ACTION ITEM.
Your answer should be one number: how many lines below hold the word "CLEVELAND".

THE INPUT.
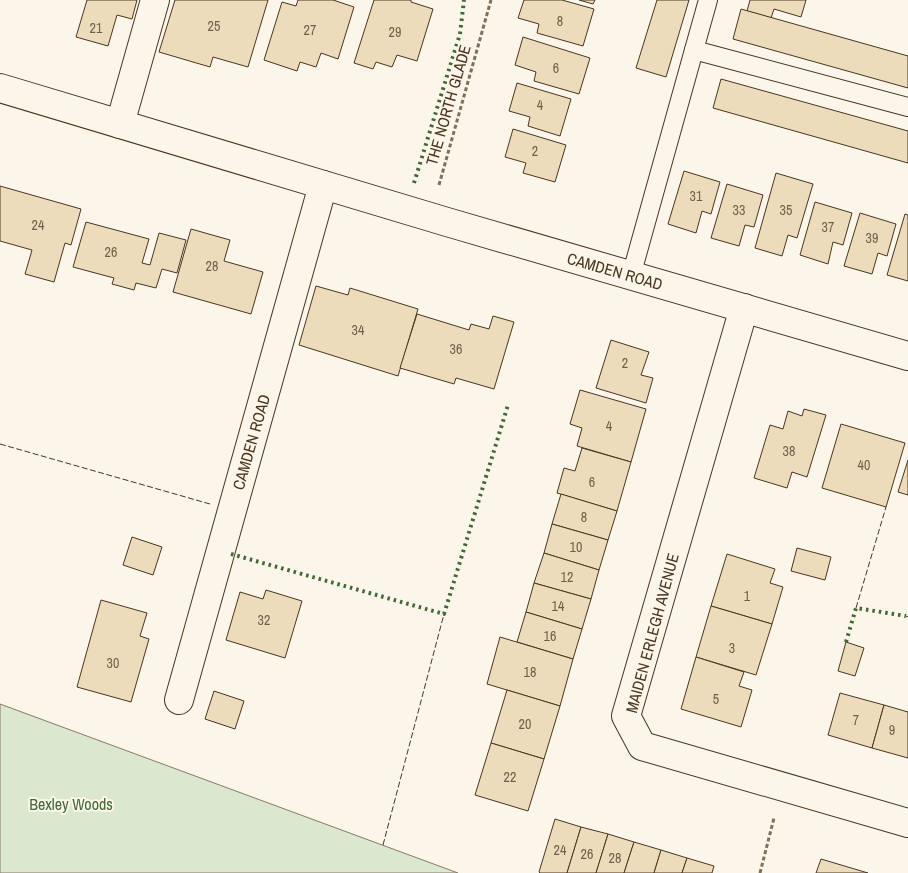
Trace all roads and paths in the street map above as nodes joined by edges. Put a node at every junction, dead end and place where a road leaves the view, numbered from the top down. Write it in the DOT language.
graph roads {
  1 [pos="155,0"];
  2 [pos="491,0"];
  3 [pos="708,0"];
  4 [pos="694,50"];
  5 [pos="0,88"];
  6 [pos="908,107"];
  7 [pos="120,124"];
  8 [pos="323,185"];
  9 [pos="430,217"];
  10 [pos="631,276"];
  11 [pos="744,308"];
  12 [pos="908,356"];
  13 [pos="179,700"];
  14 [pos="782,787"];
  15 [pos="908,823"];
  16 [pos="760,873"];
  1 -- 7 [label="street"];
  2 -- 9 [label="path, THE NORTH GLADE"];
  3 -- 4 [label="lane"];
  4 -- 6 [label="lane"];
  4 -- 10 [label="lane"];
  5 -- 7 [label="street, CAMDEN ROAD"];
  7 -- 8 [label="street, CAMDEN ROAD"];
  8 -- 9 [label="street, CAMDEN ROAD"];
  8 -- 13 [label="street, CAMDEN ROAD"];
  9 -- 10 [label="street, CAMDEN ROAD"];
  10 -- 11 [label="street, CAMDEN ROAD"];
  11 -- 12 [label="street, CAMDEN ROAD"];
  11 -- 14 [label="street, MAIDEN ERLEGH AVENUE"];
  14 -- 15 [label="street, MAIDEN ERLEGH AVENUE"];
  14 -- 16 [label="path"];
}
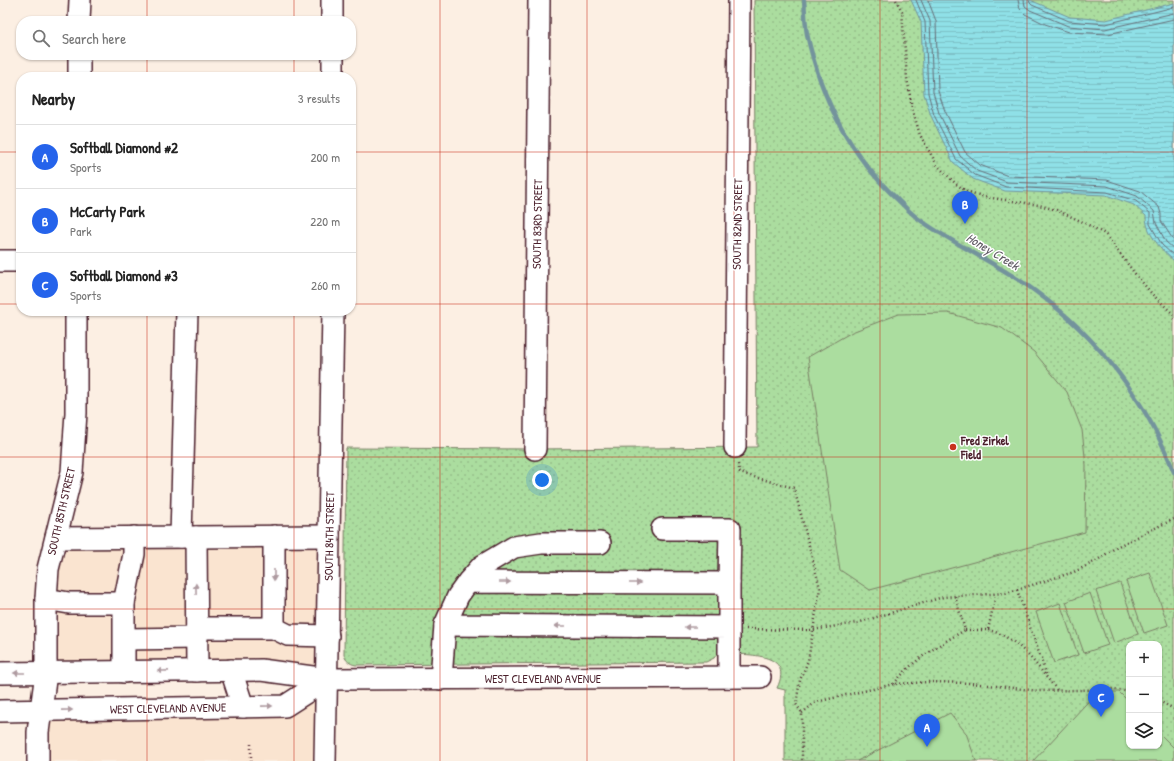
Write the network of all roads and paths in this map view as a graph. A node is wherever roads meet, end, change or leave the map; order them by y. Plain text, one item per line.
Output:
1 (80, 0) edge
2 (332, 0) edge
3 (539, 0) edge
4 (738, 0) edge
5 (896, 0) edge
6 (79, 16) edge
7 (332, 16) edge
8 (79, 60) edge
9 (333, 60) edge
10 (79, 72) edge
11 (333, 72) edge
12 (0, 261) edge
13 (16, 261) edge
14 (1173, 312) edge
15 (76, 316) edge
16 (187, 316) edge
17 (333, 316) edge
18 (1174, 320) edge
19 (735, 447) joint
20 (535, 449) dead end
21 (1174, 519) edge
22 (662, 529) dead end
23 (274, 536) junction
24 (329, 536) junction
25 (134, 537) junction
26 (188, 537) junction
27 (56, 538) junction
28 (600, 543) dead end
29 (468, 582) junction
30 (729, 583) junction
31 (1017, 590) junction
32 (996, 594) junction
33 (955, 596) junction
34 (46, 599) junction
35 (124, 603) junction
36 (445, 625) junction
37 (729, 627) junction
38 (274, 628) junction
39 (812, 630) junction
40 (965, 630) junction
41 (988, 630) junction
42 (197, 633) junction
43 (328, 636) junction
44 (125, 639) junction
45 (230, 670) junction
46 (197, 671) junction
47 (124, 672) junction
48 (0, 673) edge
49 (46, 673) junction
50 (729, 677) junction
51 (760, 677) dead end
52 (327, 679) junction
53 (441, 679) junction
54 (1048, 679) junction
55 (894, 684) junction
56 (1058, 691) junction
57 (1126, 691) edge
58 (1162, 703) edge
59 (243, 707) junction
60 (1174, 709) edge
61 (40, 710) junction
62 (0, 711) edge
63 (802, 713) junction
64 (251, 743) dead end
65 (38, 761) edge
66 (251, 761) edge
67 (325, 761) edge
68 (802, 761) edge

1 - 6 street
2 - 7 street
3 - 20 street, SOUTH 83RD STREET
4 - 19 street, SOUTH 82ND STREET
5 - 14 path
8 - 10 street
9 - 11 street
12 - 13 street
14 - 18 path
15 - 27 street, SOUTH 85TH STREET
16 - 26 street
17 - 24 street, SOUTH 84TH STREET
19 - 39 path
21 - 31 path
22 - 30 street
23 - 24 street
23 - 26 street
23 -> 38 street
24 - 43 street, SOUTH 84TH STREET
25 - 26 street
25 - 27 street
25 - 35 street
42 -> 26 street
27 - 34 street, SOUTH 85TH STREET
28 - 29 street
29 -> 30 street
29 - 36 street
30 - 37 street
31 - 32 path
31 - 54 path
32 - 33 path
32 - 41 path
33 - 39 path
33 - 40 path
34 - 35 street
34 - 49 street, SOUTH 85TH STREET
35 - 44 street
37 -> 36 street
36 - 53 street
37 - 39 path
37 - 50 street
38 - 42 street
38 - 43 street
39 - 63 path
40 - 41 path
40 - 55 path
41 - 54 path
42 - 44 street
42 - 46 street
43 - 52 street, SOUTH 84TH STREET
44 - 47 street
45 - 46 street, WEST CLEVELAND AVENUE
45 - 52 street, WEST CLEVELAND AVENUE
45 - 59 street
46 -> 47 street, WEST CLEVELAND AVENUE
47 - 49 street, WEST CLEVELAND AVENUE
49 -> 48 street, WEST CLEVELAND AVENUE
49 - 61 street, SOUTH 85TH STREET
50 - 51 street, WEST CLEVELAND AVENUE
50 - 53 street, WEST CLEVELAND AVENUE
52 - 53 street, WEST CLEVELAND AVENUE
59 -> 52 street, WEST CLEVELAND AVENUE
52 - 67 street, SOUTH 84TH STREET
54 - 56 path
55 - 56 path
55 - 63 path
56 - 57 path
58 - 60 path
61 -> 59 street, WEST CLEVELAND AVENUE
61 - 62 street, WEST CLEVELAND AVENUE
61 - 65 street, SOUTH 85TH STREET
63 - 68 path
64 - 66 path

EXERCISE RESULT.
11